The Unicode HOWTO: Making your programs Unicode aware

6. Making your programs Unicode aware

6.1 C/C++

The C `char' type is 8-bit and will stay 8-bit because it denotes the smallest addressable data unit. Various facilities are available:

For normal text handling

The ISO/ANSI C standard contains, in an amendment which was added in 1995, a "wide character" type `wchar_t', a set of functions like those found in <string.h> and <ctype.h> (declared in <wchar.h> and <wctype.h>, respectively), and a set of conversion functions between `char *' and `wchar_t *' (declared in <stdlib.h>).

Good references for this API are

the GNU libc-2.1 manual, chapters 4 "Character Handling" and 6 "Character Set Handling",
the manual pages man-mbswcs.tar.gz, now contained in ftp://ftp.win.tue.nl/pub/linux-local/manpages/man-pages-1.29.tar.gz,
the OpenGroup's introduction http://www.unix-systems.org/version2/whatsnew/login_mse.html,
the OpenGroup's Single Unix specification http://www.UNIX-systems.org/online.html,
the ISO/IEC 9899:1999 (ISO C 99) standard.

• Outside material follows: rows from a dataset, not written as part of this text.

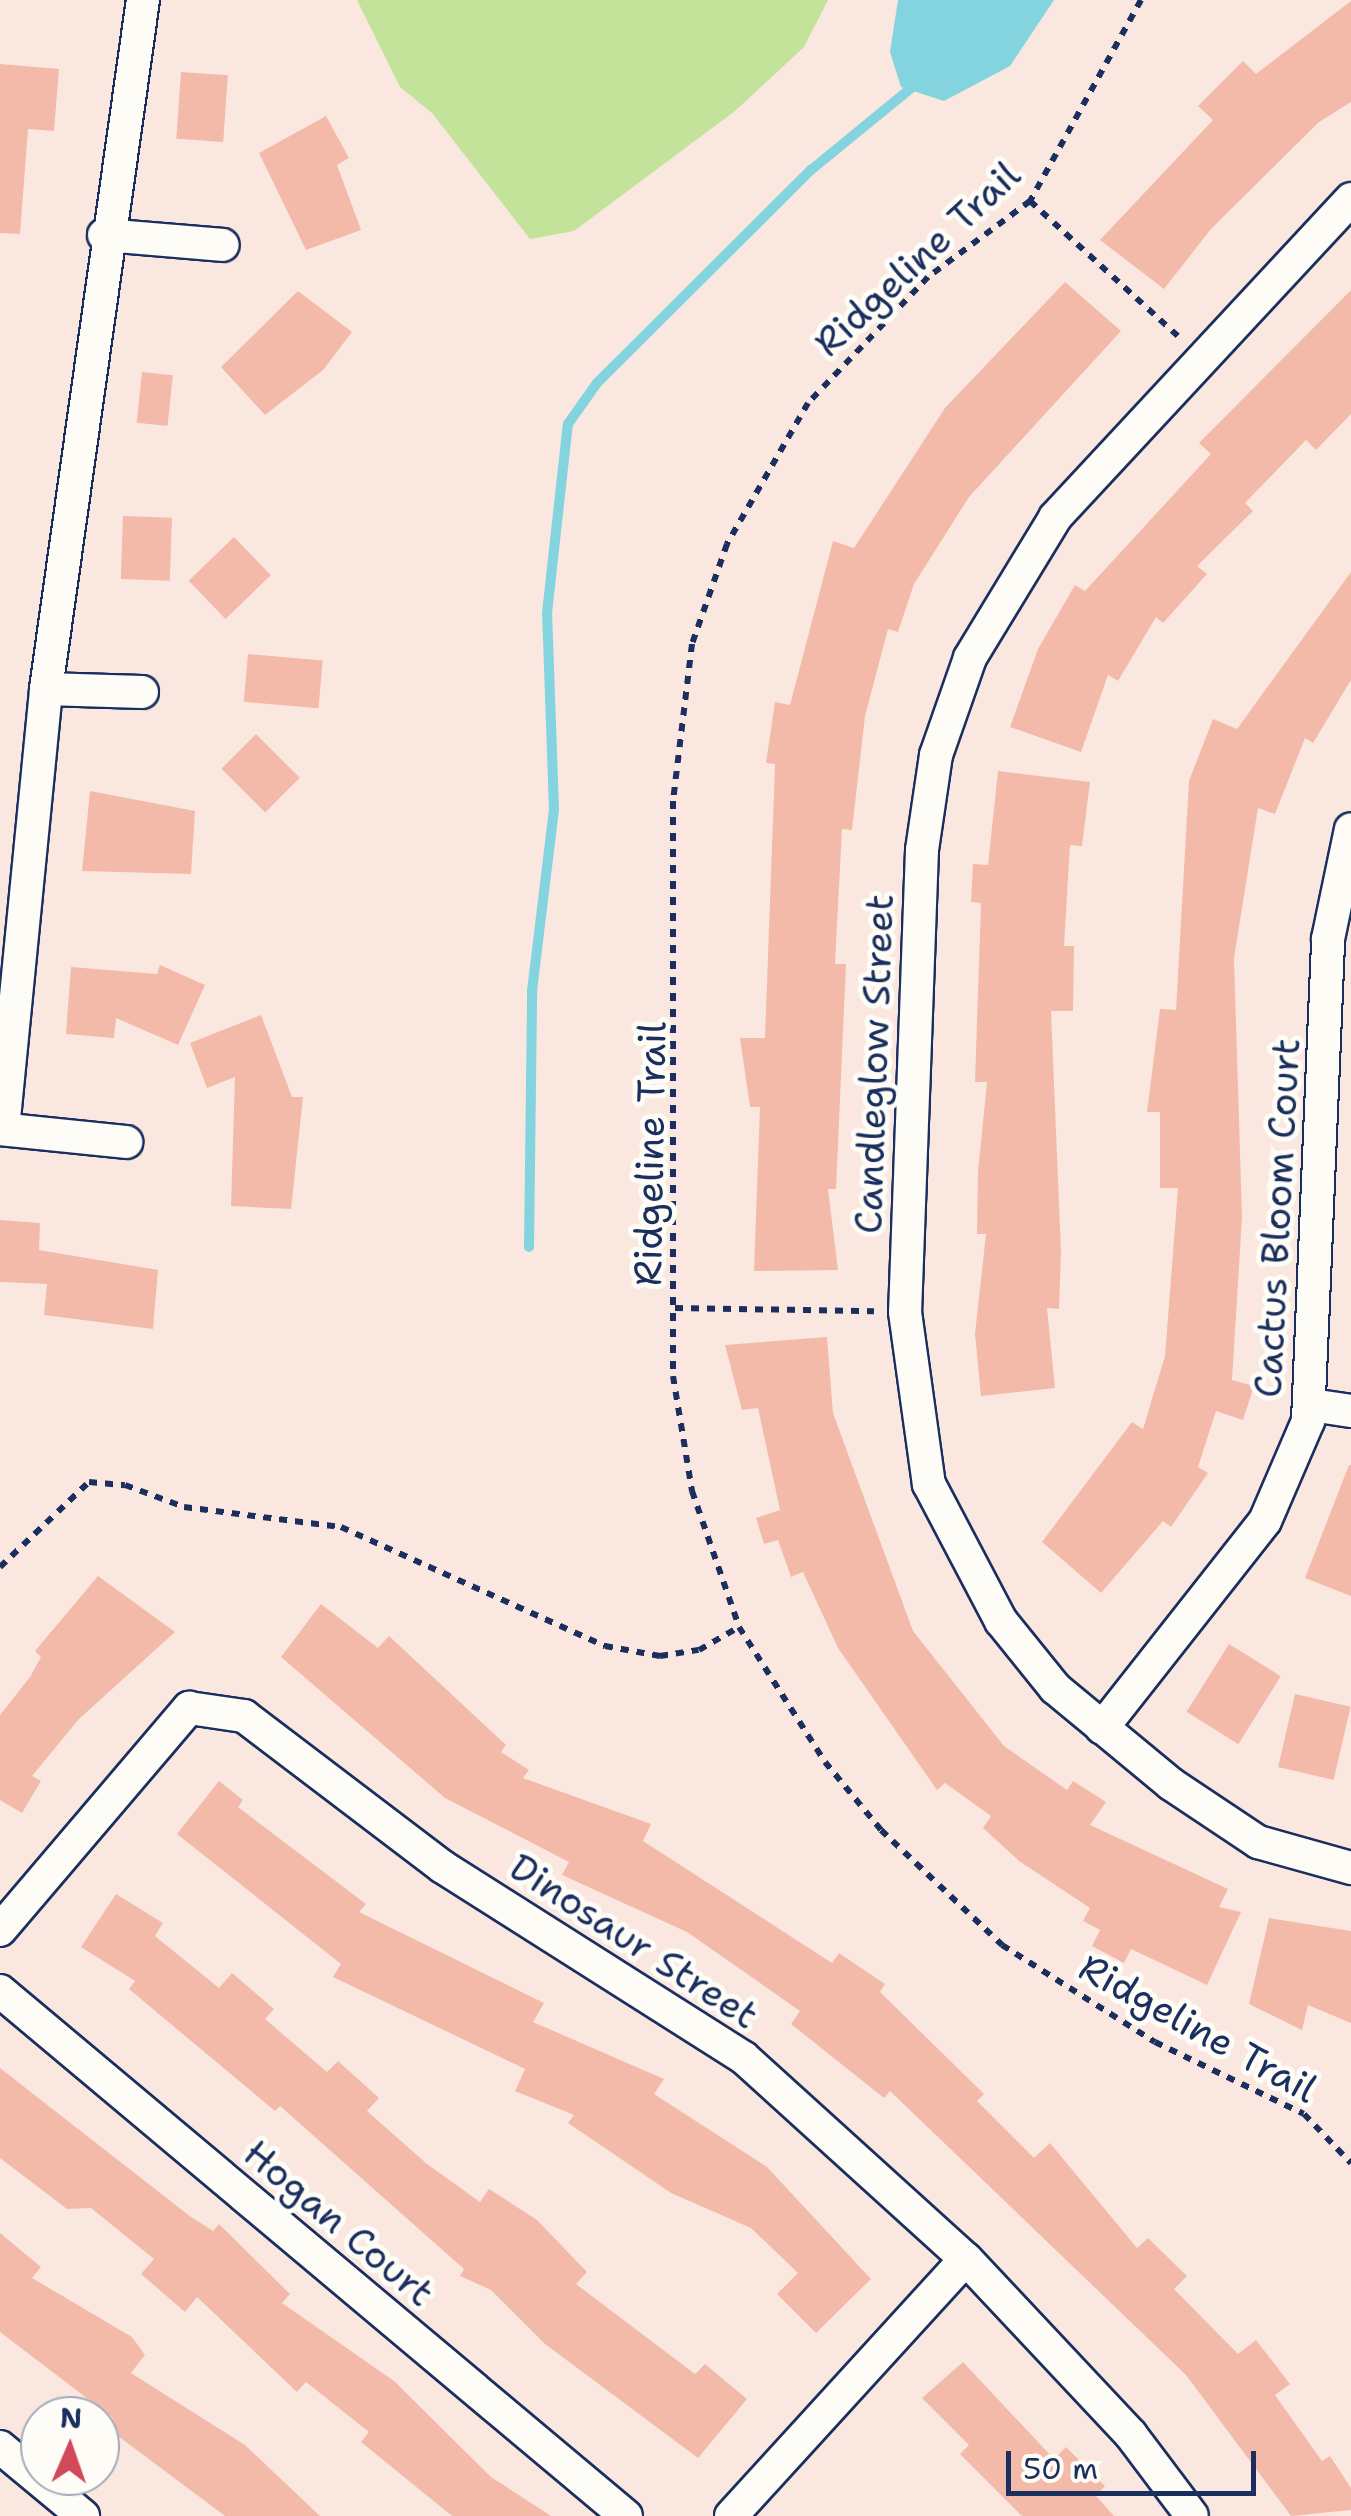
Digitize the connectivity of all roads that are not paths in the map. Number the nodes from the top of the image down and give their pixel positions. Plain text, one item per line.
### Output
1 (143, 0) edge
2 (1351, 199) edge
3 (104, 235) junction
4 (224, 245) dead end
5 (46, 689) junction
6 (142, 692) dead end
7 (1351, 828) edge
8 (1340, 940) edge
9 (2, 1129) edge
10 (126, 1142) dead end
11 (1311, 1405) junction
12 (1351, 1410) edge
13 (1102, 1728) junction
14 (1351, 1868) edge
15 (0, 1930) edge
16 (0, 1992) edge
17 (966, 2259) junction
18 (0, 2447) edge
19 (83, 2516) edge
20 (626, 2516) edge
21 (731, 2516) edge
22 (1192, 2516) edge

1 - 3 street
2 - 13 street, Candleglow Street
3 - 4 street
3 - 5 street
5 - 6 street
5 - 9 street
7 - 8 street, Cactus Bloom Court
8 - 11 street, Cactus Bloom Court
9 - 10 street
11 - 12 street
11 - 13 street, Cactus Bloom Court
13 - 14 street, Candleglow Street
15 - 17 street, Dinosaur Street
16 - 20 street, Hogan Court
17 - 21 street
17 - 22 street, Dinosaur Street
18 - 19 street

The latest draft before it was adopted is called n2794. You find it at ftp://ftp.csn.net/DMK/sc22wg14/review/ or http://java-tutor.com/docs/c/.
Clive Feather's introduction http://www.lysator.liu.se/c/na1.html,
the Dinkumware C library reference http://www.dinkumware.com/htm_cl/.

Advantages of using this API:

It's a vendor independent standard.
The functions do the right thing, depending on the user's locale. All a program needs to call is setlocale(LC_ALL,"");.

Drawbacks of this API:

Some of the functions are not multithread-safe, because they keep a hidden internal state between function calls.
There is no first-class locale datatype. Therefore this API cannot reasonably be used for anything that needs more than one locale or character set at the same time.
The OS support for this API is not good on most OSes.

Portability notes

A `wchar_t' may or may not be encoded in Unicode; this is platform and sometimes also locale dependent. A multibyte sequence `char *' may or may not be encoded in UTF-8; this is platform and sometimes also locale dependent.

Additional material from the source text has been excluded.